Morning came. Bright, as it often did after a storm. Snow lay in drifts against all the buildings, like cobwebs in the corners of an abandoned room. It was melting off the sides of the cattle bunched together in the corrals. There were over a hundred now, by her reckoning, and that was enough to give her hope. They looked good.
She pulled her coat collar higher on her neck. The day was warming, but vestiges of the bitter wind came in fitful bursts.
As she passed the corrals, she saw hoof tracks in the snow outside the barn, leading away. He’d left.
She opened the door anyway. No sign of his being here, except the coffee pot and the empty bean pot. Even the medicine cupboard was closed.
Last night could almost have been a dream, and yet she felt the difference. She knew what she had to do next, and now she had the courage to do it.
Teller and Hughes arrived later that day, bringing in a meager seven head. She met them down at the west corral, pulling down the poles for them to drive the cattle in.
Nothing seemed off about them, save the lack of cows for the time they’d been gone.
“I hate to say it, this might be all we have,” said Teller, taking off his hat to wipe the sweat from his forehead.
“You looked in the valley?”
“Sure did.”
“What about the storm?”
“We holed up in the Braggs cabin down on the riverbend.

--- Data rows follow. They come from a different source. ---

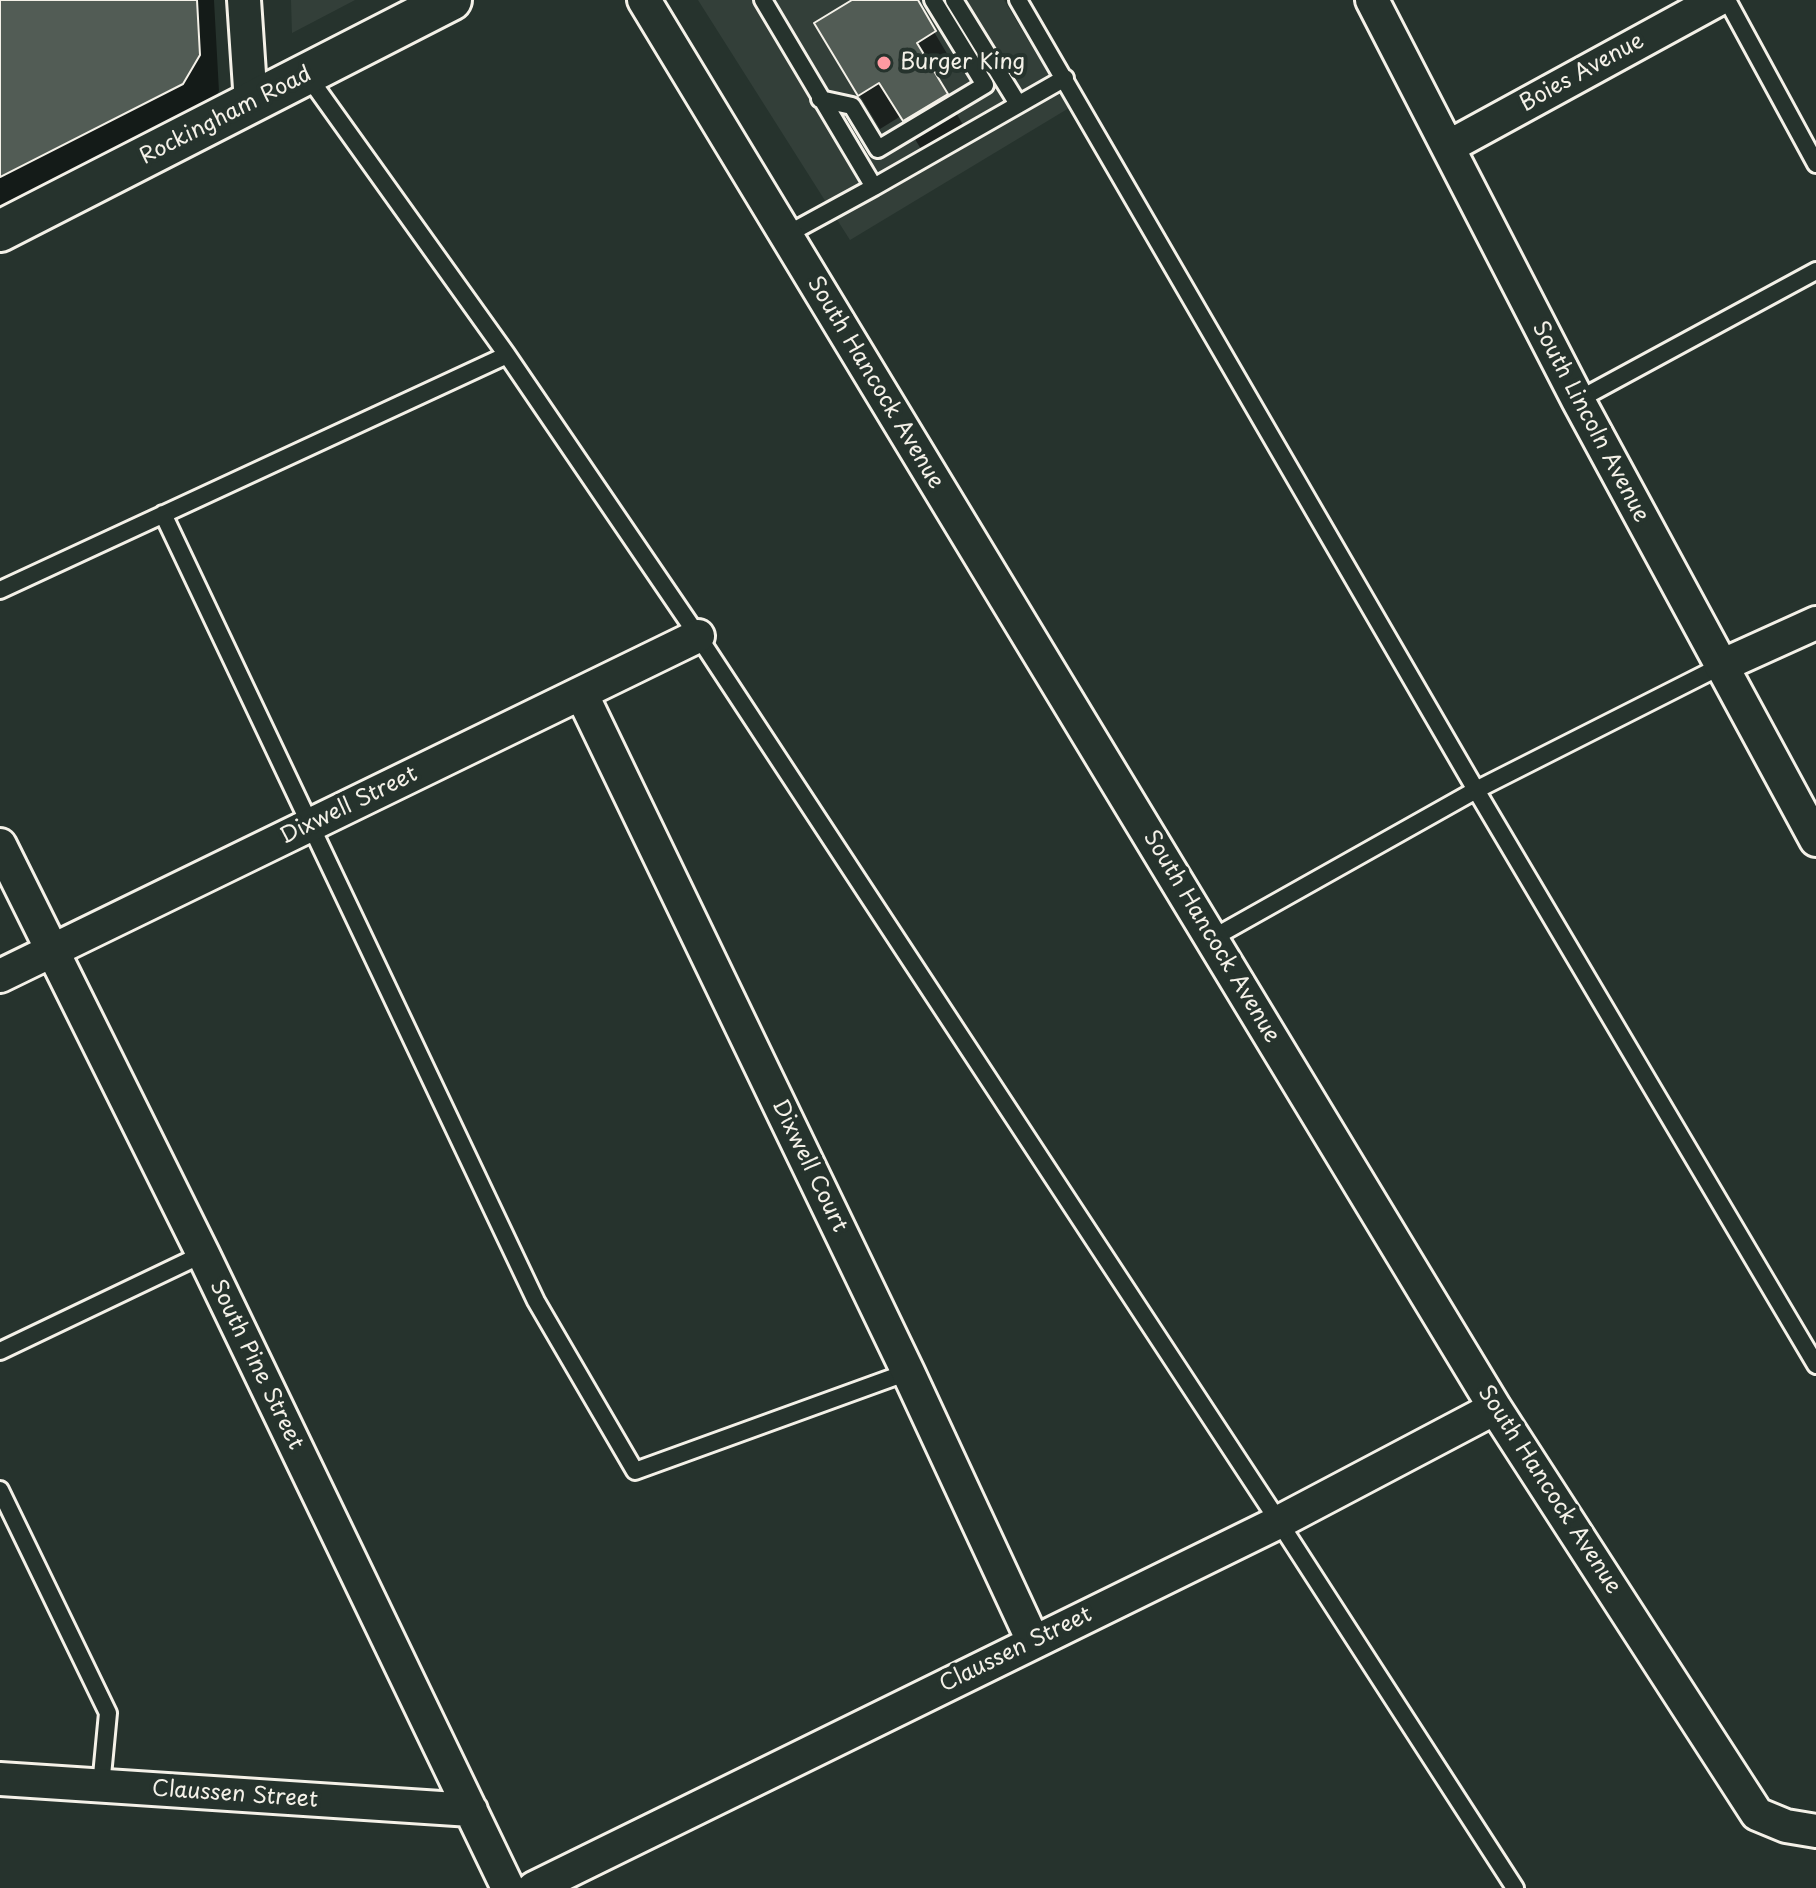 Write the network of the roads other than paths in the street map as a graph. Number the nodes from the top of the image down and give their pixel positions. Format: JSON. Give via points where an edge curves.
{"nodes":[{"id":1,"x":244,"y":0,"type":"edge"},
{"id":2,"x":451,"y":0,"type":"edge"},
{"id":3,"x":644,"y":0,"type":"edge"},
{"id":4,"x":763,"y":0,"type":"edge"},
{"id":5,"x":933,"y":0,"type":"edge"},
{"id":6,"x":954,"y":0,"type":"edge"},
{"id":7,"x":1018,"y":0,"type":"edge"},
{"id":8,"x":1372,"y":0,"type":"edge"},
{"id":9,"x":1717,"y":0,"type":"edge"},
{"id":10,"x":1727,"y":0,"type":"edge"},
{"id":11,"x":307,"y":74,"type":"junction"},
{"id":12,"x":1065,"y":78,"type":"junction"},
{"id":13,"x":820,"y":99,"type":"junction"},
{"id":14,"x":251,"y":103,"type":"junction"},
{"id":15,"x":1018,"y":104,"type":"junction"},
{"id":16,"x":1448,"y":147,"type":"junction"},
{"id":17,"x":1816,"y":164,"type":"edge"},
{"id":18,"x":874,"y":187,"type":"junction"},
{"id":19,"x":0,"y":231,"type":"edge"},
{"id":20,"x":786,"y":235,"type":"junction"},
{"id":21,"x":1816,"y":271,"type":"edge"},
{"id":22,"x":507,"y":355,"type":"junction"},
{"id":23,"x":1578,"y":400,"type":"junction"},
{"id":24,"x":163,"y":514,"type":"junction"},
{"id":25,"x":0,"y":590,"type":"edge"},
{"id":26,"x":1816,"y":623,"type":"edge"},
{"id":27,"x":698,"y":636,"type":"junction"},
{"id":28,"x":1721,"y":666,"type":"junction"},
{"id":29,"x":581,"y":693,"type":"junction"},
{"id":30,"x":1476,"y":790,"type":"junction"},
{"id":31,"x":310,"y":825,"type":"junction"},
{"id":32,"x":1816,"y":840,"type":"edge"},
{"id":33,"x":0,"y":845,"type":"edge"},
{"id":34,"x":1211,"y":939,"type":"junction"},
{"id":35,"x":52,"y":950,"type":"junction"},
{"id":36,"x":0,"y":976,"type":"edge"},
{"id":37,"x":203,"y":1254,"type":"junction"},
{"id":38,"x":0,"y":1351,"type":"edge"},
{"id":39,"x":1816,"y":1365,"type":"edge"},
{"id":40,"x":908,"y":1372,"type":"junction"},
{"id":41,"x":1495,"y":1408,"type":"junction"},
{"id":42,"x":0,"y":1490,"type":"edge"},
{"id":43,"x":1279,"y":1522,"type":"junction"},
{"id":44,"x":1033,"y":1641,"type":"junction"},
{"id":45,"x":0,"y":1779,"type":"edge"},
{"id":46,"x":101,"y":1786,"type":"junction"},
{"id":47,"x":471,"y":1810,"type":"junction"},
{"id":48,"x":1816,"y":1831,"type":"edge"},
{"id":49,"x":508,"y":1888,"type":"edge"},
{"id":50,"x":534,"y":1888,"type":"edge"},
{"id":51,"x":1515,"y":1888,"type":"edge"}],
"edges":[{"from":1,"to":14,"type":"street"},
{"from":2,"to":11,"type":"street","name":"Rockingham Road"},
{"from":3,"to":20,"type":"street","name":"South Hancock Avenue"},
{"from":4,"to":13,"type":"lane"},
{"from":5,"to":13,"type":"lane","via":[[985,85],[878,149],[852,106]]},
{"from":6,"to":15,"type":"lane"},
{"from":7,"to":12,"type":"lane"},
{"from":8,"to":16,"type":"street","name":"South Lincoln Avenue"},
{"from":9,"to":16,"type":"street","name":"Boies Avenue"},
{"from":10,"to":17,"type":"lane"},
{"from":11,"to":14,"type":"street","name":"Rockingham Road"},
{"from":11,"to":22,"type":"lane"},
{"from":12,"to":15,"type":"lane"},
{"from":12,"to":30,"type":"lane"},
{"from":13,"to":18,"type":"lane"},
{"from":14,"to":19,"type":"street","name":"Rockingham Road"},
{"from":15,"to":18,"type":"lane"},
{"from":16,"to":23,"type":"street","name":"South Lincoln Avenue"},
{"from":18,"to":20,"type":"lane"},
{"from":20,"to":34,"type":"street","name":"South Hancock Avenue"},
{"from":21,"to":23,"type":"lane"},
{"from":22,"to":24,"type":"lane"},
{"from":22,"to":27,"type":"lane"},
{"from":23,"to":28,"type":"street","name":"South Lincoln Avenue"},
{"from":24,"to":25,"type":"lane"},
{"from":24,"to":31,"type":"lane"},
{"from":26,"to":28,"type":"street"},
{"from":27,"to":29,"type":"street","name":"Dixwell Street"},
{"from":27,"to":43,"type":"lane"},
{"from":28,"to":30,"type":"lane"},
{"from":28,"to":32,"type":"street","name":"South Lincoln Avenue"},
{"from":29,"to":31,"type":"street","name":"Dixwell Street"},
{"from":29,"to":40,"type":"street","name":"Dixwell Court"},
{"from":30,"to":34,"type":"lane"},
{"from":30,"to":39,"type":"lane"},
{"from":31,"to":35,"type":"street","name":"Dixwell Street"},
{"from":31,"to":40,"type":"lane","via":[[536,1301],[635,1471]]},
{"from":33,"to":35,"type":"street","name":"South Pine Street"},
{"from":34,"to":41,"type":"street","name":"South Hancock Avenue"},
{"from":35,"to":36,"type":"street","name":"Dixwell Street"},
{"from":35,"to":37,"type":"street","name":"South Pine Street"},
{"from":37,"to":38,"type":"lane"},
{"from":37,"to":47,"type":"street","name":"South Pine Street"},
{"from":40,"to":44,"type":"street","name":"Dixwell Court"},
{"from":41,"to":43,"type":"street","name":"Claussen Street"},
{"from":41,"to":48,"type":"street","name":"South Hancock Avenue","via":[[1757,1814]]},
{"from":42,"to":46,"type":"lane","via":[[108,1713]]},
{"from":43,"to":44,"type":"street","name":"Claussen Street"},
{"from":43,"to":51,"type":"lane"},
{"from":44,"to":50,"type":"street","name":"Claussen Street"},
{"from":45,"to":46,"type":"street","name":"Claussen Street"},
{"from":46,"to":47,"type":"street","name":"Claussen Street"},
{"from":47,"to":49,"type":"street","name":"South Pine Street"}]}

The cattle did fine.”
“I’m glad. The wind was fierce.”
Hughes nodded in wry agreement.
“Well, go put the horses up,” she said. “They look done in.”
She walked with them as they rode up past the corrals and noticed how they took in the extra head in the south one.
“Where’d these come from?” asked Teller, looking over the new cattle.
“They made their way home,” she said. They didn’t need to hear, and she wasn’t about to put her benefactor at any more risk than he probably was already.
“That’s a lot of cattle to come back themselves,” muttered Hughes.
“On that note,” she began, “I must let you know that I will no longer need your help here.”
Teller stopped his horse. “What?”
“I can’t afford to pay you beyond what you’re owed this week. I expect you to gather your gear and be gone within the hour.”